[PROVIDED ENTRIES — start]

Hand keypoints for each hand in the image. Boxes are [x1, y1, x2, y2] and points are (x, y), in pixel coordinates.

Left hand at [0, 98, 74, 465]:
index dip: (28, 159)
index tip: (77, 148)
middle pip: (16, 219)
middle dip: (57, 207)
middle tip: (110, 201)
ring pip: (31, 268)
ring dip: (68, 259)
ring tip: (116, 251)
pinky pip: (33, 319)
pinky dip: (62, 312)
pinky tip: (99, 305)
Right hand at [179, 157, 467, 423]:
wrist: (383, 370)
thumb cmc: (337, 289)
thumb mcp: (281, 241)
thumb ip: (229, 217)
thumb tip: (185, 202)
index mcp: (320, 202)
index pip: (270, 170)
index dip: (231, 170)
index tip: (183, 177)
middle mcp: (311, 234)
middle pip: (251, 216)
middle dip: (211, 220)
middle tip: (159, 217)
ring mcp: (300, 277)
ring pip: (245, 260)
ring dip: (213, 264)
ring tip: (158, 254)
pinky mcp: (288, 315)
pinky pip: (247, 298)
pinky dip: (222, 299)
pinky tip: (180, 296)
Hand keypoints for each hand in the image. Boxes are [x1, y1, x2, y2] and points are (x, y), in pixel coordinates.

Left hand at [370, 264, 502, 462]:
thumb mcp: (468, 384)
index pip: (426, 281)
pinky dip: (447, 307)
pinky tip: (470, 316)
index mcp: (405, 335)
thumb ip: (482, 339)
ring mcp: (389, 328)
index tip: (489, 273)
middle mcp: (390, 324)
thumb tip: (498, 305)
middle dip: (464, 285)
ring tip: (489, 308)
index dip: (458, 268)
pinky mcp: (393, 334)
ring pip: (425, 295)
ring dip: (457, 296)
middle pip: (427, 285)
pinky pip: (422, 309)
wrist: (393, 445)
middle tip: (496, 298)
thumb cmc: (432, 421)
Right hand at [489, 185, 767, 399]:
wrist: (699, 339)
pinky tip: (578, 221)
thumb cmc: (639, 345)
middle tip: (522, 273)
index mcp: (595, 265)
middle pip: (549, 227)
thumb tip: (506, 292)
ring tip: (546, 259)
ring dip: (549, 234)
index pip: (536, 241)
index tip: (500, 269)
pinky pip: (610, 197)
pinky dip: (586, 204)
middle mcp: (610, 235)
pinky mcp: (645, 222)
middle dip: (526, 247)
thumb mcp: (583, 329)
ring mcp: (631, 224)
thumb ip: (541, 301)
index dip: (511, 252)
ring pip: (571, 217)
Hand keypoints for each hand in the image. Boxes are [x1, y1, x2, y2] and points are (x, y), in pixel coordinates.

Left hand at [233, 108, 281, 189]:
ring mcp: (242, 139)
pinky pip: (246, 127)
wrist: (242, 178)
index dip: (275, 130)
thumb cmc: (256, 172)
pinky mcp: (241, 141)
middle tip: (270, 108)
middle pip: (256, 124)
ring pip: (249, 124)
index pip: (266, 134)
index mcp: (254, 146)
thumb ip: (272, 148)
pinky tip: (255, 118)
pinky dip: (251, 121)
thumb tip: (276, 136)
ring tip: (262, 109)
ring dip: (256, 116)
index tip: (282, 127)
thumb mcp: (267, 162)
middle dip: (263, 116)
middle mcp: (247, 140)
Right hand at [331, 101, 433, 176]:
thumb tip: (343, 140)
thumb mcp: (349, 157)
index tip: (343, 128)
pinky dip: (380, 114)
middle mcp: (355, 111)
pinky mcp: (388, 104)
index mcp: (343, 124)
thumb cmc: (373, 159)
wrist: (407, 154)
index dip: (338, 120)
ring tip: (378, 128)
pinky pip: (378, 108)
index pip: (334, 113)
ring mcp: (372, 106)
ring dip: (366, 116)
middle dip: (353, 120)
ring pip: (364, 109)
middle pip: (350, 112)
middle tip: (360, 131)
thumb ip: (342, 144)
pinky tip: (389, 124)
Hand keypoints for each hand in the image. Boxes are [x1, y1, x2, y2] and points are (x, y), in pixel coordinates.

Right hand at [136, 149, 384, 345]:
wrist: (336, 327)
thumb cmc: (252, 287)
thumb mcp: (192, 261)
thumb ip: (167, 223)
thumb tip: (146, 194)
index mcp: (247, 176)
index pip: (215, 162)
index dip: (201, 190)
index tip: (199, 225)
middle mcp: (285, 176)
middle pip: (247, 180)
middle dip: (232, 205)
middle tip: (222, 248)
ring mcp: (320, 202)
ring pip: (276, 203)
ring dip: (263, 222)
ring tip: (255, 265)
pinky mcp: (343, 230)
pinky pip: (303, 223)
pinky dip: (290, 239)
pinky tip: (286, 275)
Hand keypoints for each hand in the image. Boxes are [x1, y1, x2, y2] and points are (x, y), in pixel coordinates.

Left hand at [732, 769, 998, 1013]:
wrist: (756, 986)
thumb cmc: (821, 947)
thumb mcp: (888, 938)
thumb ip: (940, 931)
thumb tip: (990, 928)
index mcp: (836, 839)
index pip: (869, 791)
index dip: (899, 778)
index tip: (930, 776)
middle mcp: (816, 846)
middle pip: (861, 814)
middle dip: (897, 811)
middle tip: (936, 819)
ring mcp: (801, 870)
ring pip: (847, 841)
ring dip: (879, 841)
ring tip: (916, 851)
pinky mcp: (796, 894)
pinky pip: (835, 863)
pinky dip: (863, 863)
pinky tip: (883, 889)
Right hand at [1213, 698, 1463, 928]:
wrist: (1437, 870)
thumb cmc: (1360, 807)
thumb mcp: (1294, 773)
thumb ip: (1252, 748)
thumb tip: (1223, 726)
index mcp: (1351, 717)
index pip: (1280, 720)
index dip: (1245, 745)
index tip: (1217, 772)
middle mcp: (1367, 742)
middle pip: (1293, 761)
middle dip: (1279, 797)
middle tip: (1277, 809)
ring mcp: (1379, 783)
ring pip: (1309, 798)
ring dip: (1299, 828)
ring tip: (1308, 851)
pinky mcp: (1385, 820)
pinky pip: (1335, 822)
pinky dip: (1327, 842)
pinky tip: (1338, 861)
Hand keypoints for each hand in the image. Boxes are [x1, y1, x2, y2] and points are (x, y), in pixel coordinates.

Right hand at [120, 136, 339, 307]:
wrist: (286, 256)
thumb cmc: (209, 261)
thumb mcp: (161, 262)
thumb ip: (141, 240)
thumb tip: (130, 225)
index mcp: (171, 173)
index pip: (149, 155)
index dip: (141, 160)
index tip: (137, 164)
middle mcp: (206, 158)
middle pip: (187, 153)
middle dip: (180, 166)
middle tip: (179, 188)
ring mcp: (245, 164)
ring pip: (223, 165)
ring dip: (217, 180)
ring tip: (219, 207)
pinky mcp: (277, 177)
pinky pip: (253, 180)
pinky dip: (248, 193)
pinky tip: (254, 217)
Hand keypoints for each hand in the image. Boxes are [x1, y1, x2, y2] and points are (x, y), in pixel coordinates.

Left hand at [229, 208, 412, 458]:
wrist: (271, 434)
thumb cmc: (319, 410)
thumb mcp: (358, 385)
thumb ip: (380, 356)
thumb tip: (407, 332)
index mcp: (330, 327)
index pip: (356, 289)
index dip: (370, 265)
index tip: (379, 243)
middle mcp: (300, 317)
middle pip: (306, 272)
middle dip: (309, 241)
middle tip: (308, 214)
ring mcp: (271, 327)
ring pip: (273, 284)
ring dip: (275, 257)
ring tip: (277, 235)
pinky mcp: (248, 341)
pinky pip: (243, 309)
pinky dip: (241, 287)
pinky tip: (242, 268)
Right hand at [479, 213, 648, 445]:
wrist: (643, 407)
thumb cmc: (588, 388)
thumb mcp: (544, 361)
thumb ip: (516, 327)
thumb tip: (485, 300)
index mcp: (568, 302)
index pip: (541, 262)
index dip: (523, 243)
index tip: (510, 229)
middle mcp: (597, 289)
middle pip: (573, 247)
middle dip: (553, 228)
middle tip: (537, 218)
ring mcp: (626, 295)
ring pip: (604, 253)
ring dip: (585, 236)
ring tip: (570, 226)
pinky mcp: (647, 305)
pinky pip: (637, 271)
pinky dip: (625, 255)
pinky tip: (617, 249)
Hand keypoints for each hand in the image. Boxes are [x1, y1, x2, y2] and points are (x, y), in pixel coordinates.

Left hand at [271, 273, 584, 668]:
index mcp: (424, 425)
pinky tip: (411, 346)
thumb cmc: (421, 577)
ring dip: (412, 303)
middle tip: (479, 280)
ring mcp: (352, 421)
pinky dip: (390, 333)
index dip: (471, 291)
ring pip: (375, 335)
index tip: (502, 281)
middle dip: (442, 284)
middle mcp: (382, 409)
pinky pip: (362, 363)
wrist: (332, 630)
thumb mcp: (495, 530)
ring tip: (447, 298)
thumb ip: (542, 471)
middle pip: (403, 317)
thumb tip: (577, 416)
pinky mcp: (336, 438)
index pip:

[PROVIDED ENTRIES — finish]

_ACTION ITEM_. Scan the listing for the word "wrist". Copy every line in which it appears.

_ANSWER TO THE PROBLEM_.
wrist: (383, 370)
wrist: (393, 445)
wrist: (699, 339)
wrist: (242, 178)
wrist: (407, 154)
wrist: (336, 327)
wrist: (756, 986)
wrist: (1437, 870)
wrist: (286, 256)
wrist: (271, 434)
wrist: (643, 407)
wrist: (332, 630)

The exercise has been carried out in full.